Он что-то мне говорит, когда выходим на лестничную клетку. Что ему жаль, но ничем помочь они не могут. И что самым верным сейчас будет обратиться в суд, чтобы там уже решить все вопросы, связанные с квартирой. Я машинально киваю, а у самой ни мыслей, ни чувств, ничего. И наверное, так даже правильнее, иначе не знаю, чем именно бы окончился для меня этот день. Нервным срывом, как минимум.

Вихров спускается по лестнице, а я смотрю ему вслед и закусываю губу до боли. Я так не смогу. Даже сейчас тяжело возвращаться в квартиру, где меня ждут торжествующий Вадим и его любовница. Это так унизительно и так больно. И хочется просто спросить: «За что?», но в ответ услышу только ворох оскорблений и новых унизительных слов.

В памяти всплывает улыбающееся личико Насти, а на коже — горящим клеймом чувствую прикосновения Ильи. Они — мой островок спасения, за который хочу схватиться, словно утопающий за брошенный в воду круг.

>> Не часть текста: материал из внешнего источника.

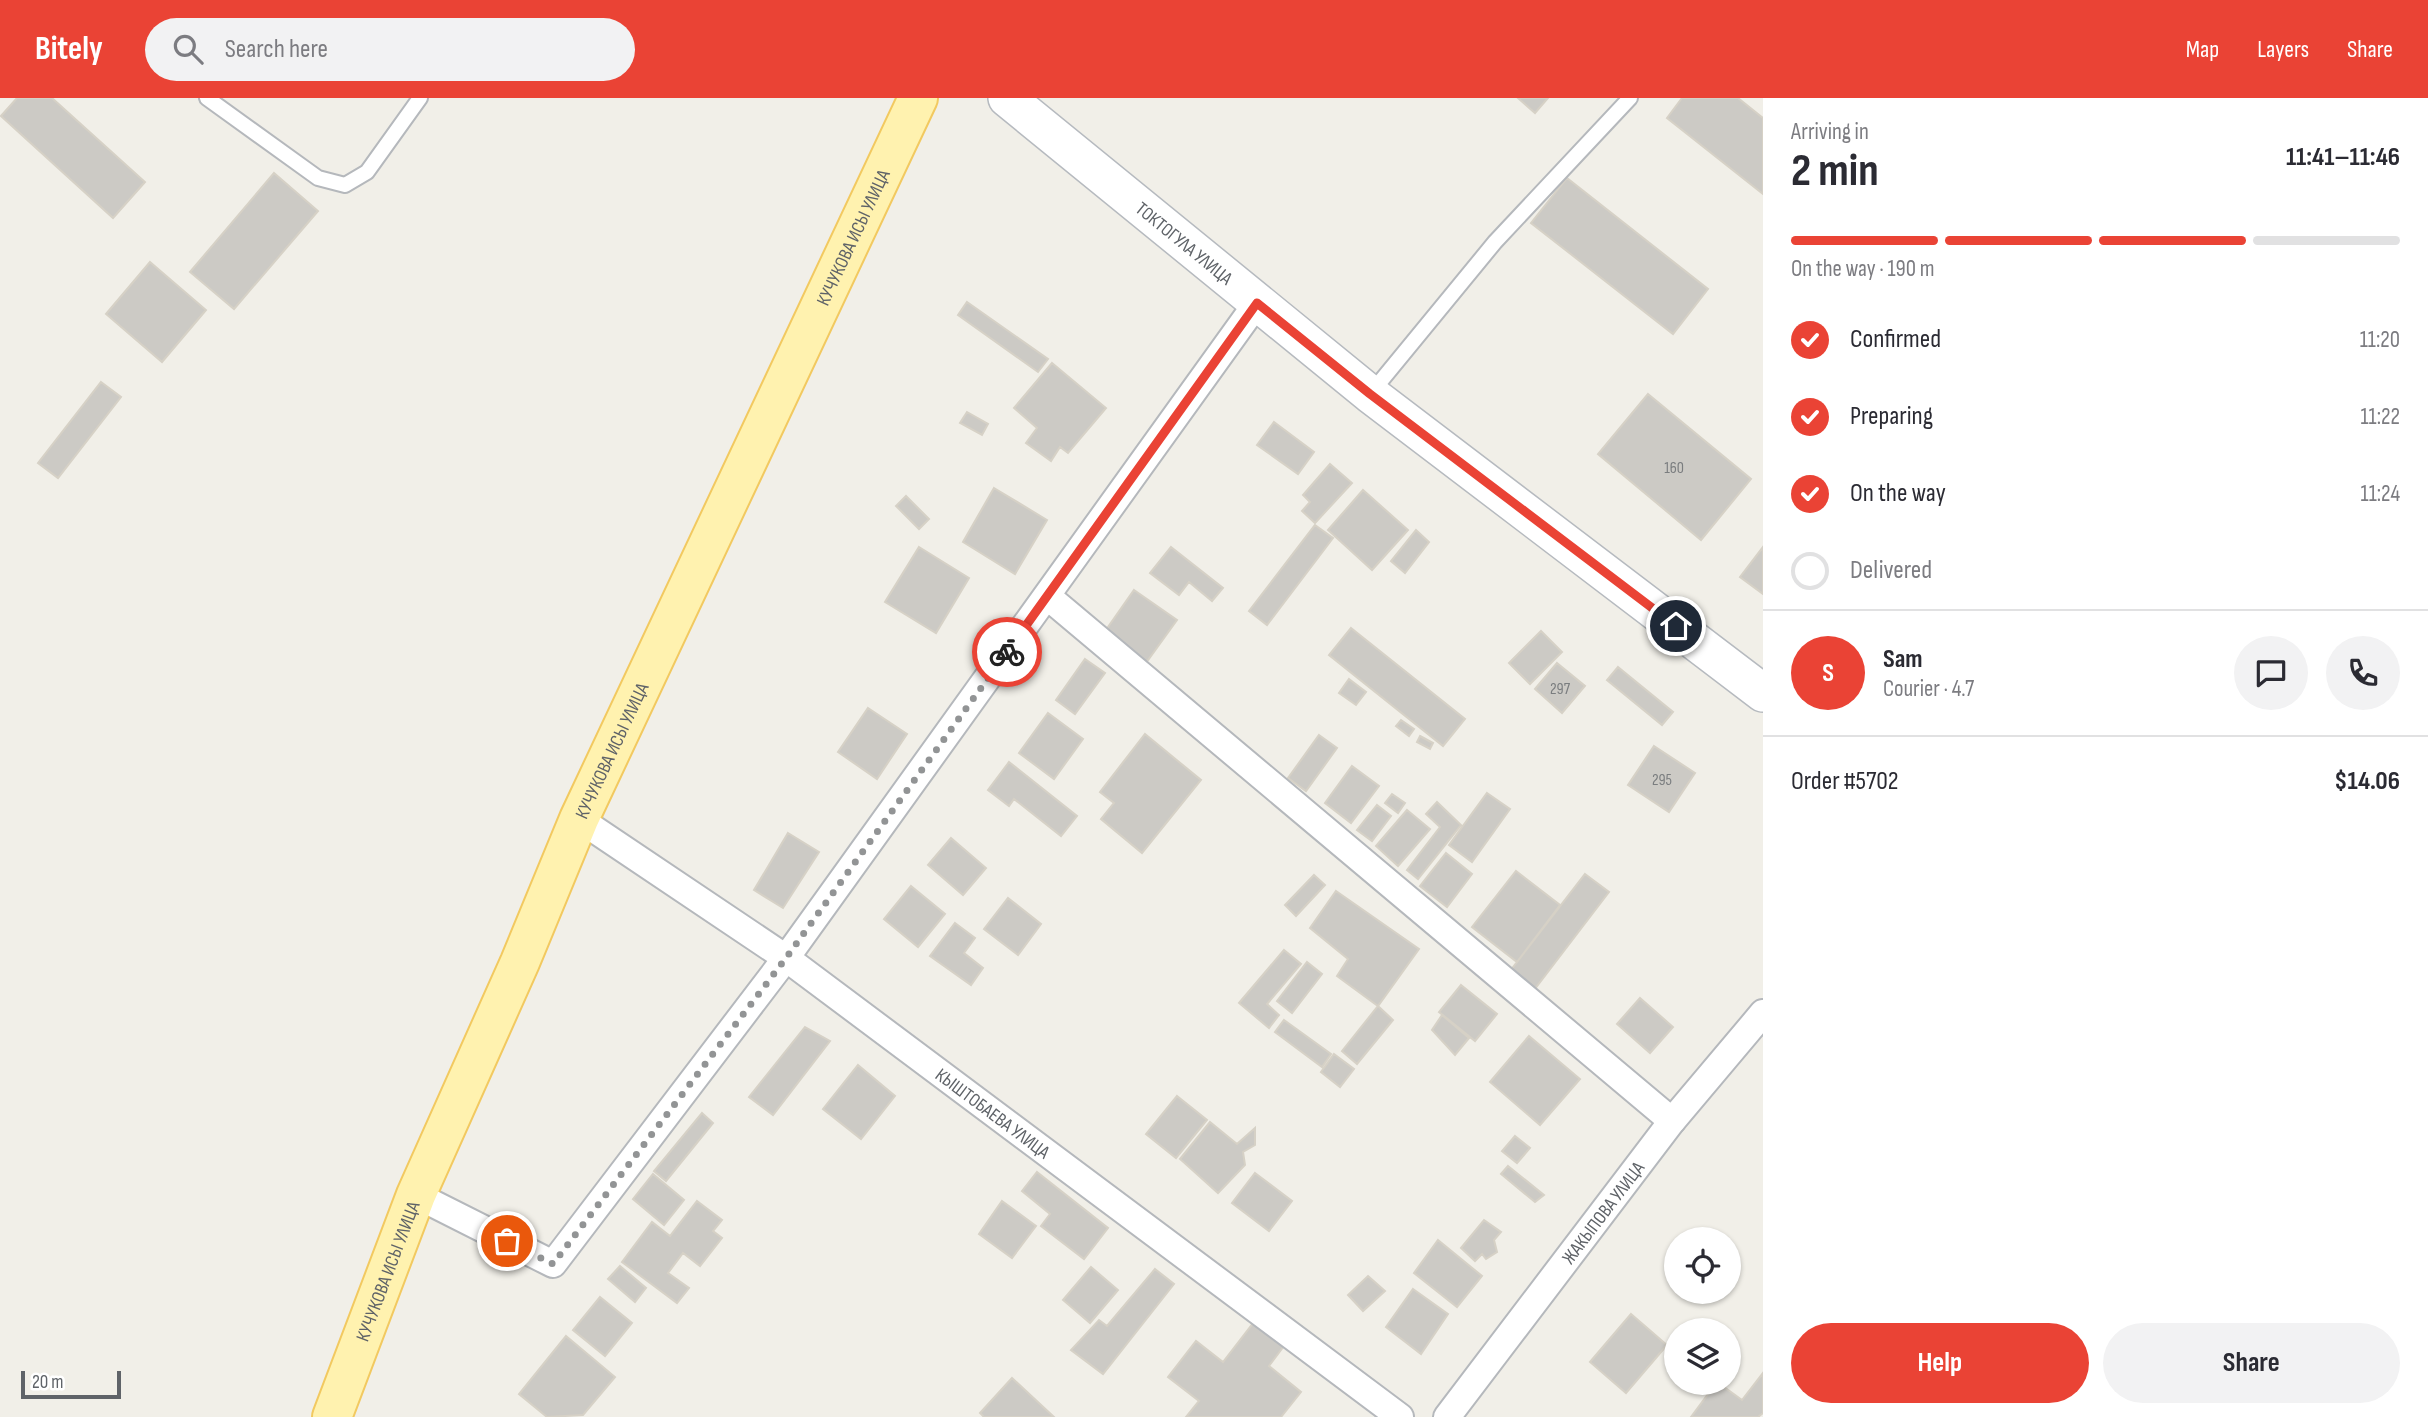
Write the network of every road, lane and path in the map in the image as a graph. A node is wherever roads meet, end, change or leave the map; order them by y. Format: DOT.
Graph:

Лишь бы только и дальше были рядом…


— Ну какая же он всё-таки сука! — не сдерживаясь кричит Тамара, которая заехала за мной три минуты назад и только моими уговорами осталась внизу и не стала подниматься в квартиру.

Мы подходим к её машине, а она распинает Персидского на чём свет стоит и совершенно не гнушается использовать матерные слова для связки падежей.

— Том, тише, нас сейчас все соседи услышат.

— И пусть слышат. Пусть все знают, какая мразь поселилась прямо у них под носом.

Тамара дёргает ручку дверцы, не сразу открывает ту и едва не рычит от злости, а я чувствую, что успокаиваюсь. Ощущение, что осталась один на один со своей бедой, теперь поделено надвое.

— Так, дай мне отдышаться, — просит Тома, барабаня по рулю пальцами. — Иначе куда-нибудь врежемся, если поедем прямо сейчас.

— Окей.

— Ты вообще как? — поворачивается она ко мне.

А что я могу ей ответить? Ещё ночью была на седьмом небе, а сейчас на душе так дерьмово, хоть стреляйся?

— Плохо. Даже врать не буду. Из меня будто внутренности вытряхнули, перемешали и обратно запихнули.